▶ **TASK**:
Which lines below hold the word "links"? Report each one.

++++ DATASET ENTRIES

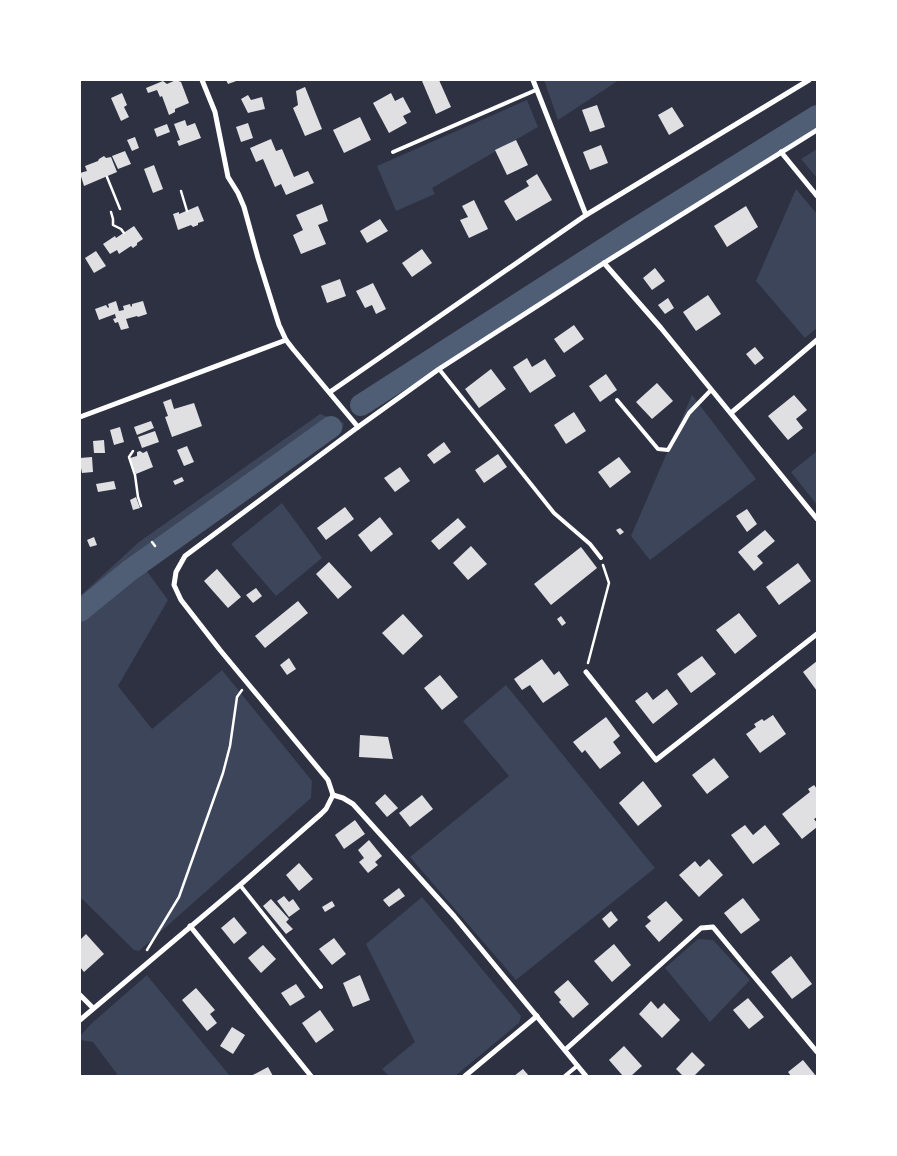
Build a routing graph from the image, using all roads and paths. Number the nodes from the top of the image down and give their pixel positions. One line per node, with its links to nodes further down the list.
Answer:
1 (202, 80): 17 (street)
2 (533, 80): 4 (street)
3 (809, 80): 14 (street)
4 (536, 90): 6 (lane); 14 (street)
5 (817, 130): 7 (street)
6 (393, 152)
7 (781, 152): 10 (street); 16 (street)
8 (107, 177): 11 (path)
9 (180, 191): 12 (path)
10 (817, 196)
11 (120, 209)
12 (187, 210)
13 (111, 212): 15 (path)
14 (586, 215): 21 (street)
15 (124, 233)
16 (604, 263): 19 (street); 20 (street)
17 (286, 340): 21 (street); 24 (street)
18 (817, 340): 23 (street)
19 (439, 369): 25 (street); 31 (lane)
20 (711, 390): 22 (lane); 23 (street)
21 (330, 392): 25 (street)
22 (617, 400)
23 (731, 413): 28 (street)
24 (80, 416)
25 (358, 427): 35 (street)
26 (133, 451): 27 (path)
27 (141, 506)
28 (817, 519)
29 (152, 542): 30 (path)
30 (155, 546)
31 (601, 558): 33 (path)
32 (817, 634): 33 (street)
33 (586, 672)
34 (243, 690): 38 (path)
35 (333, 795): 36 (street); 42 (street)
36 (240, 885): 37 (street); 39 (lane)
37 (190, 926): 41 (street); 47 (street)
38 (145, 954)
39 (321, 987)
40 (80, 995): 41 (street)
41 (93, 1008): 43 (street)
42 (537, 1016): 44 (street); 48 (street)
43 (80, 1020)
44 (565, 1050): 45 (street); 46 (street)
45 (817, 1052)
46 (577, 1066): 49 (lane); 50 (street)
47 (311, 1076)
48 (465, 1076)
49 (565, 1076)
50 (586, 1076)

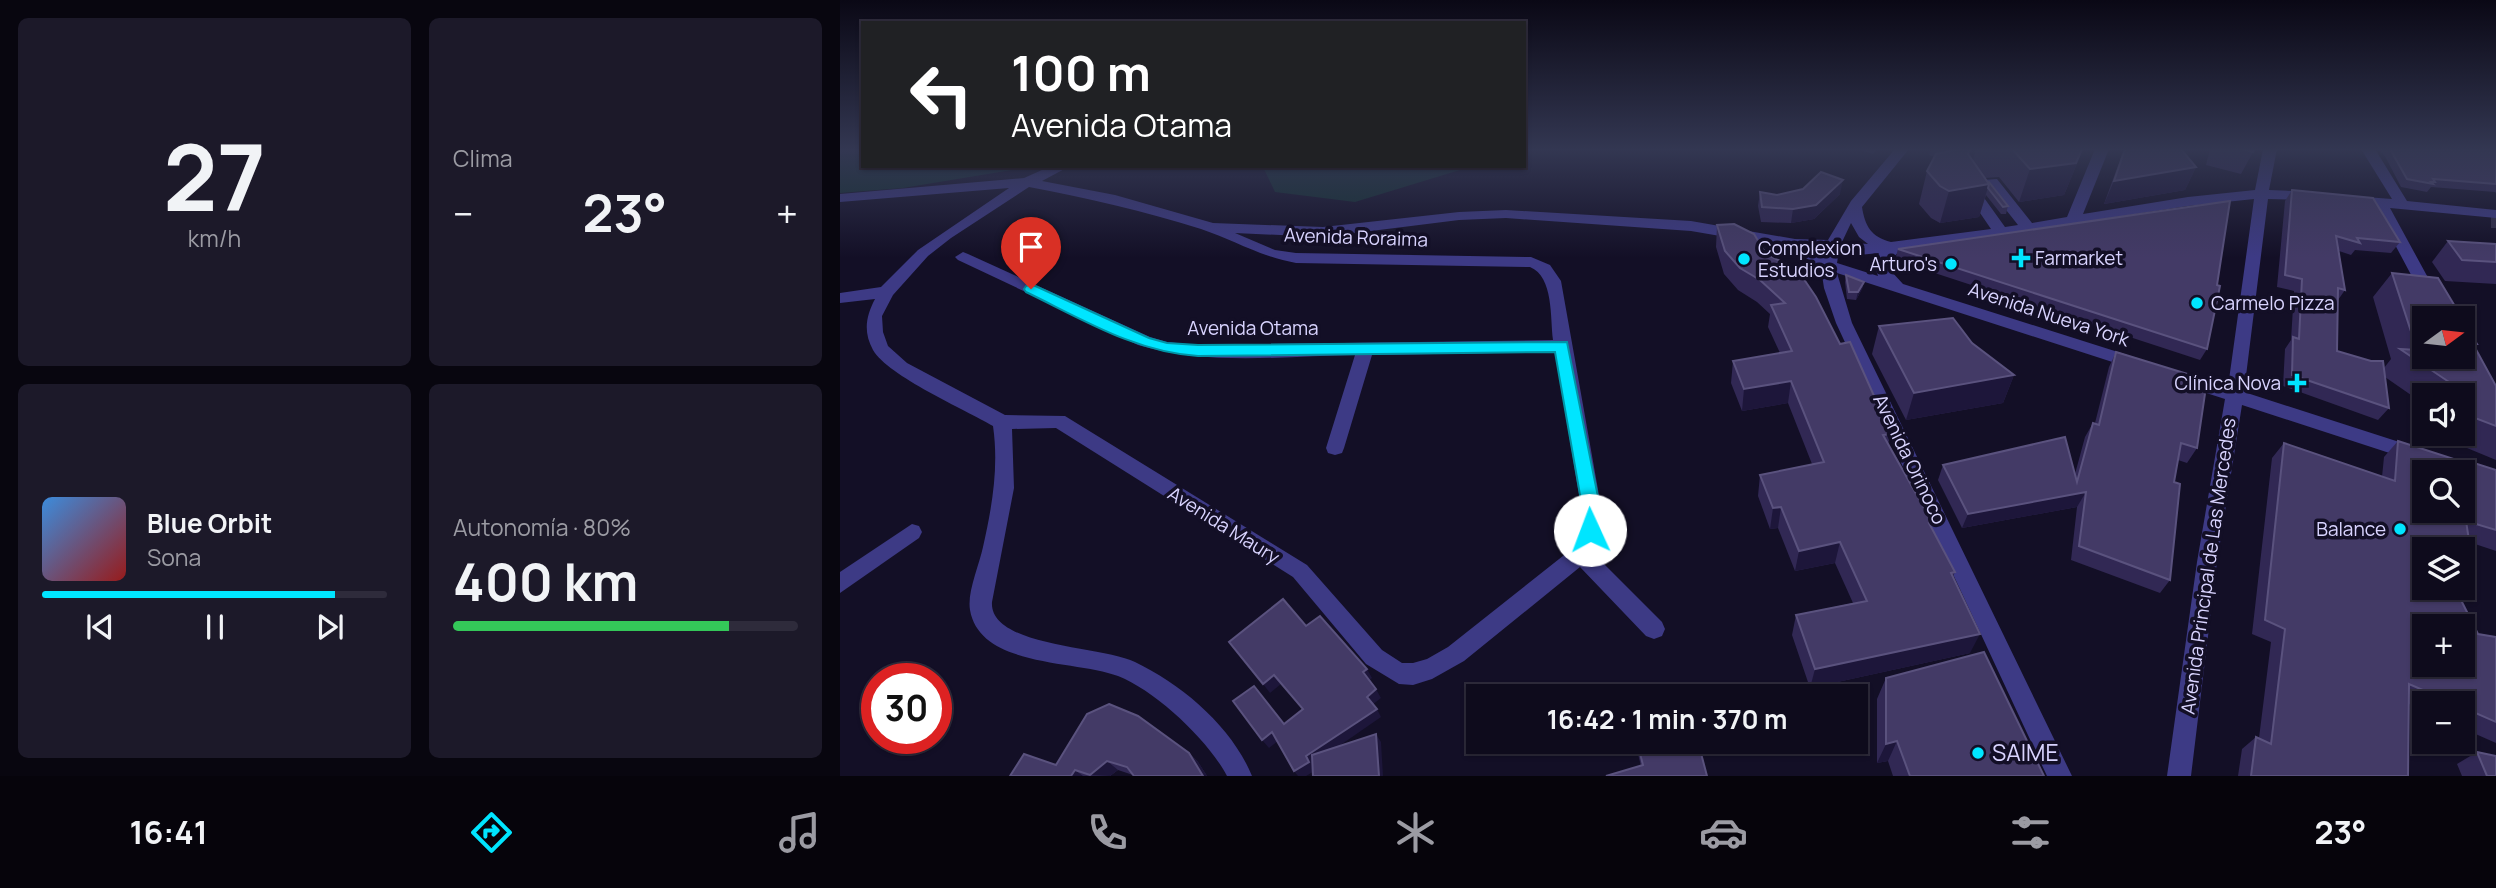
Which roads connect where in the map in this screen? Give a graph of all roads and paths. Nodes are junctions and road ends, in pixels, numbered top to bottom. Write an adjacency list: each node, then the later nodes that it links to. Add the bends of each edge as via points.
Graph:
1 (989, 185): 11 (street, Avenida Roraima)
2 (1022, 185): 25 (street, via 938,241)
3 (1044, 185): 18 (street, Avenida Roraima, via 1115,199)
4 (1873, 185): 14 (street)
5 (1968, 185): 20 (street)
6 (1994, 185): 19 (street)
7 (2087, 185): 17 (street)
8 (2263, 185): 10 (street, Avenida Principal de Las Mercedes)
9 (2390, 185): 13 (street)
10 (2262, 192): 12 (street); 17 (street); 30 (street, Avenida Principal de Las Mercedes)
11 (840, 198)
12 (2380, 202): 13 (street); 27 (street)
13 (2402, 205): 16 (street)
14 (1855, 207): 21 (street, via 1858,227 1867,238); 22 (street)
15 (2007, 213): 19 (street)
16 (2496, 214)
17 (2073, 221): 19 (street)
18 (1209, 227): 22 (street, via 1323,232 1506,214 1691,226 1795,244); 28 (street, Avenida Roraima, via 1272,254 1296,258 1540,265 1553,281)
19 (2023, 228): 20 (street)
20 (2000, 232): 21 (street)
21 (1896, 247): 22 (street); 24 (street, via 1881,261 1884,273)
22 (1830, 255): 24 (street, Avenida Nueva York); 39 (street, Avenida Orinoco, via 1832,292 1844,323)
23 (963, 257): 29 (street, Avenida Otama, via 1167,348)
24 (1898, 287): 30 (street, Avenida Nueva York)
25 (886, 292): 26 (street); 31 (street, Avenida Maury, via 874,316 881,348 901,367)
26 (840, 298)
27 (2436, 306)
28 (1562, 346): 29 (street, Avenida Otama); 35 (street, Avenida Roraima, via 1592,512)
29 (1366, 348): 32 (street)
30 (2235, 395): 33 (street, Avenida Nueva York); 40 (street, Avenida Principal de Las Mercedes)
31 (1002, 422): 35 (street, Avenida Maury, via 1059,421 1300,571 1374,657 1399,673 1432,668 1456,654); 38 (street, via 1008,456 982,596 981,612 988,626 1019,646 1100,660 1146,680 1217,738)
32 (1335, 448)
33 (2430, 459)
34 (912, 532): 36 (street)
35 (1580, 554): 37 (street)
36 (840, 584)
37 (1654, 629)
38 (1240, 776)
39 (2060, 776)
40 (2179, 776)

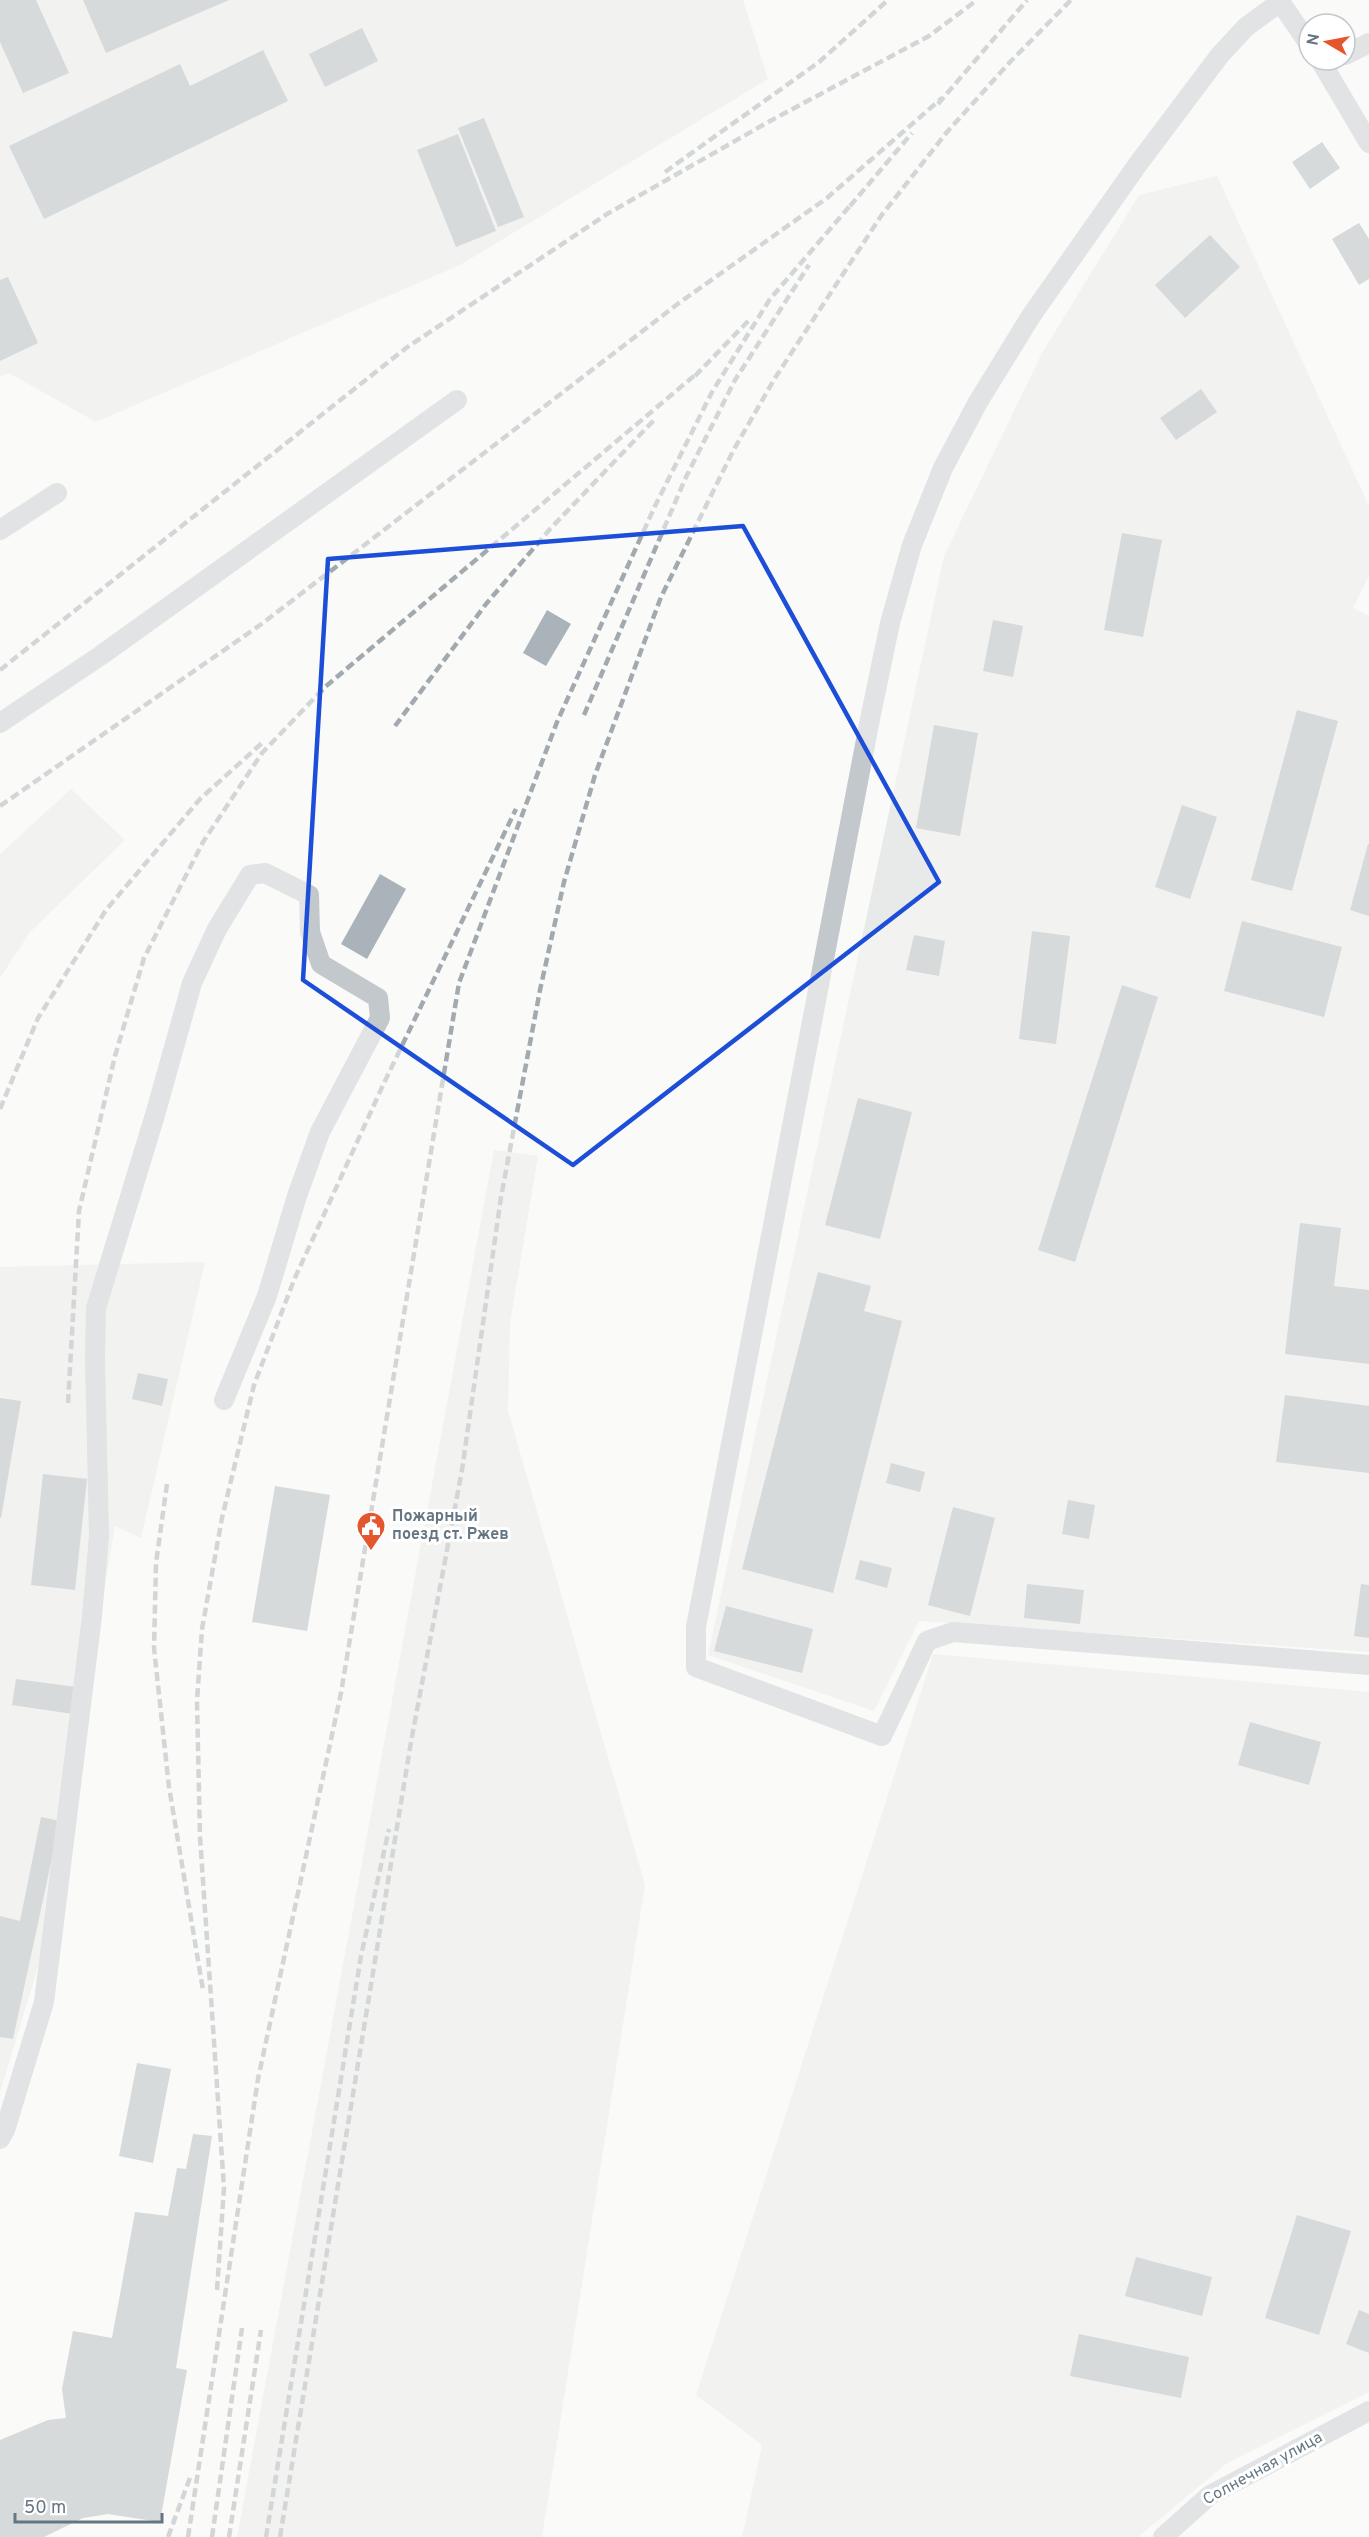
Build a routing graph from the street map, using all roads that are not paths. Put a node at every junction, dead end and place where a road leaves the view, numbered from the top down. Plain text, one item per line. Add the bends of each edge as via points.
1 (1280, 1) edge
2 (1297, 26) edge
3 (1331, 72) edge
4 (1369, 143) edge
5 (457, 400) dead end
6 (57, 493) dead end
7 (0, 530) edge
8 (0, 723) edge
9 (224, 1400) dead end
10 (1369, 1665) edge
11 (0, 2139) edge
12 (1369, 2411) edge
13 (1163, 2537) edge

1 - 2 street
1 - 10 street via 1246,27 1220,55 1031,316 943,468 912,545 890,622 870,719 696,1627 696,1667 882,1736 927,1641 953,1632
3 - 4 street
5 - 8 street via 100,656
6 - 7 street
9 - 11 street via 267,1296 320,1131 380,1018 378,998 321,964 310,932 309,895 266,873 250,875 217,928 192,983 96,1308 99,1536 92,1616 44,2002
12 - 13 street, Солнечная улица via 1210,2495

++++++++

▶ **SOLUTION BELOW**:
Build a routing graph from the image, using all roads and paths. Number the nodes from the top of the image down and give their pixel positions. One line per node, with its links to nodes further down the list.
Which roads connect where in the map in this screen? Give a graph of all roads and paths. Nodes are junctions and road ends, in pixels, numbered top to bottom. Write an adjacency list: each node, then the later nodes that it links to. Add the bends of each edge as via points.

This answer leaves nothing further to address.